Vorerst kümmerten sich die Helden erst einmal um ihr eigentliches Anliegen: Sie suchten Ji Xai und ihren Ehemann Yuchi auf, um ihnen Grüße von Ren zu übermitteln und um Hilfe für die Recherchen in Palitan zu bitten. Zu letzterem war der Historiker Yuchi gerne bereit. Seine Ehefrau bremste den Enthusiasmus und hatte ihrerseits eine Bitte an die Helden: Ihre Tochter Tian arbeitete als Sekretärin im Bauministerium und stand vor der nur alle drei Jahre stattfindenden Auswahlprüfung für eine der begehrten Stellen als Inspektorin. Natürlich halfen die meisten Kandidaten mit dem ein oder anderen „Geschenk“ nach. Aber das Abschneiden bei den Prüfungen spielte dennoch eine Rolle. Die Helden sollten Tian bei den Prüfungen helfen. Derartige Unterstützung zu suchen was durchaus üblich, da man sich als Beamter auch dabei zu bewähren hatte, Helfer zu rekrutieren (ein Vorrecht des Bauministeriums). Der jungen Beamtin war das Ganze peinlich, aber die Helden willigten gerne ein – auch wenn Akira angesichts der in Zhoujiang wuchernden Korruption einmal mehr Mühe hatte, seine Verachtung zu verbergen. Yuchi sah das offenbar ähnlich, Tians Mutter hingegen hatte eine pragmatische Einstellung.
Die Helden konnten sich in dem geräumigen und gut eingerichteten Familienanwesen einquartieren. Sie waren nicht die einzigen Gäste: offenbar hatten etliche entfernte Verwandte der familie vor den Wirren des Bürgerkrieges in Baoshi Schutz gesucht.

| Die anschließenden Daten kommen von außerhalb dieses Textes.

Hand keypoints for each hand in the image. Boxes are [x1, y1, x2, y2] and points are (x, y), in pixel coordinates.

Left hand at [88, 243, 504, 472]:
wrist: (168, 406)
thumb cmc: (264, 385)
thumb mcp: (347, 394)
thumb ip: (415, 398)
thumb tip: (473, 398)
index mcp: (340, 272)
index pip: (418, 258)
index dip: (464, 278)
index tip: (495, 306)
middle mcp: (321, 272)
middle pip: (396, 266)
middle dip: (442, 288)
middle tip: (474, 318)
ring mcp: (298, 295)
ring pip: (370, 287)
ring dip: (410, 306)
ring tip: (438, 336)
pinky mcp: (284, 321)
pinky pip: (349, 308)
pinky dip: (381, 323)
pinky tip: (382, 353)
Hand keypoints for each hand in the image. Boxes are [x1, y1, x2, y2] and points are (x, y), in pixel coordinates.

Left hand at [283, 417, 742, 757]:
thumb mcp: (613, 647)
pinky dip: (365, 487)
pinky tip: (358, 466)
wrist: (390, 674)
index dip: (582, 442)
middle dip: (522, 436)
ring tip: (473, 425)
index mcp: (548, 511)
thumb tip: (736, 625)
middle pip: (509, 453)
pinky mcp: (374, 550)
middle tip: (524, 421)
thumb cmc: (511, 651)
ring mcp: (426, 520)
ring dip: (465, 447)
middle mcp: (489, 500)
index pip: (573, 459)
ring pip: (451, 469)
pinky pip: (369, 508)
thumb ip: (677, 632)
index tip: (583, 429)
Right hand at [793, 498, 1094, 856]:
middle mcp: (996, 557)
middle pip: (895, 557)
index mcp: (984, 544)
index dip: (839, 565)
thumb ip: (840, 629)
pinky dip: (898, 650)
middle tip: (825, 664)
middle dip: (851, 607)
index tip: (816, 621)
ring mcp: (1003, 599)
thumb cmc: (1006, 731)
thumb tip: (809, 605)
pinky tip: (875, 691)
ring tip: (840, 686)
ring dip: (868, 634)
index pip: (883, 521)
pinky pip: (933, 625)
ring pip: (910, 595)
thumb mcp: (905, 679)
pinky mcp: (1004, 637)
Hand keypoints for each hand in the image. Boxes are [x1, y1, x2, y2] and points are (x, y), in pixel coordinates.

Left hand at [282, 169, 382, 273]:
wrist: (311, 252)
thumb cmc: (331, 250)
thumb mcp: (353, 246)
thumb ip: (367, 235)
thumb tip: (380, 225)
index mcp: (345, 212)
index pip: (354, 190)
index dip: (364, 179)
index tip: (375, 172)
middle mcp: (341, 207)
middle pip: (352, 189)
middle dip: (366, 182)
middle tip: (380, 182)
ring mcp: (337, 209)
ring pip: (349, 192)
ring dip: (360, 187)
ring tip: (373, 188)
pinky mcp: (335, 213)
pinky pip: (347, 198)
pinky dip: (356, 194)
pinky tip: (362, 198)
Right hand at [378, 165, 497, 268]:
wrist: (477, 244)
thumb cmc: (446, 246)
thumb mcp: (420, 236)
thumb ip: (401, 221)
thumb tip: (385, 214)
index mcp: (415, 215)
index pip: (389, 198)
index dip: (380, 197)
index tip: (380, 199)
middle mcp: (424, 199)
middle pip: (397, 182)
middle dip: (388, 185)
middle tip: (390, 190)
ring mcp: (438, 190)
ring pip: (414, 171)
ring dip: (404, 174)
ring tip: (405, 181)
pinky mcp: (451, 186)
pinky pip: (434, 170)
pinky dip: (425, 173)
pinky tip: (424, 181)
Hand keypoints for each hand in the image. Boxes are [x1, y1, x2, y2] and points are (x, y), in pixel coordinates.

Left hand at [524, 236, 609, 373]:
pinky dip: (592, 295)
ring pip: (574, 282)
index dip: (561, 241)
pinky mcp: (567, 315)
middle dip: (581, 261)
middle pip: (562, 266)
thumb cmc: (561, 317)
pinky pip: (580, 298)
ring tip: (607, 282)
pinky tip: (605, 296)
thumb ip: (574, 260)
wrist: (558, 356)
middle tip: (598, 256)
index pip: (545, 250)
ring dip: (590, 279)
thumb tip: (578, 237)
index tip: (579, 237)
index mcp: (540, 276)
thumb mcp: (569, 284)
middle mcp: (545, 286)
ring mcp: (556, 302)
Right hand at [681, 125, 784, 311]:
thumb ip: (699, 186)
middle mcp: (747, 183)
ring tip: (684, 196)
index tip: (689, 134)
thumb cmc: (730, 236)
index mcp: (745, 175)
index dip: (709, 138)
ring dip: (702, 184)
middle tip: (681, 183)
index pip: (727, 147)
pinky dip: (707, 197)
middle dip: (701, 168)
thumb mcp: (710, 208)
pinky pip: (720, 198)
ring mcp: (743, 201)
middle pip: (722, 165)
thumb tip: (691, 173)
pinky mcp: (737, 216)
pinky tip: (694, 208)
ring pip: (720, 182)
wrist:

Von Tian erfuhren die Helden mehr über die anstehenden Prüfungen: Diese beinhalteten einen theoretischen und einen praktischen Teil, wobei bei letzterem Baumaßnahmen überwacht oder die Sicherheit eines Gebäude abgenommen werden würde. Zwar hatten die Helden keine Bauerfahrung, aber sie würden Tian bei ihren Vorbereitungen und im Umgang mit renitenten Bauleuten oder Hausbesitzern helfen können – und ein Auge auf die Intrigen möglicher Konkurrenten haben. Die Prüfungen würden unter der Aufsicht der Magistratin Yuwen Lai stattfinden, einer Beamtin, die unter der Triadenherrschaft Karriere gemacht hatte und die – wie bei den Beamtenprüfungen üblich – dem Ritus-Ministerium angehörte. 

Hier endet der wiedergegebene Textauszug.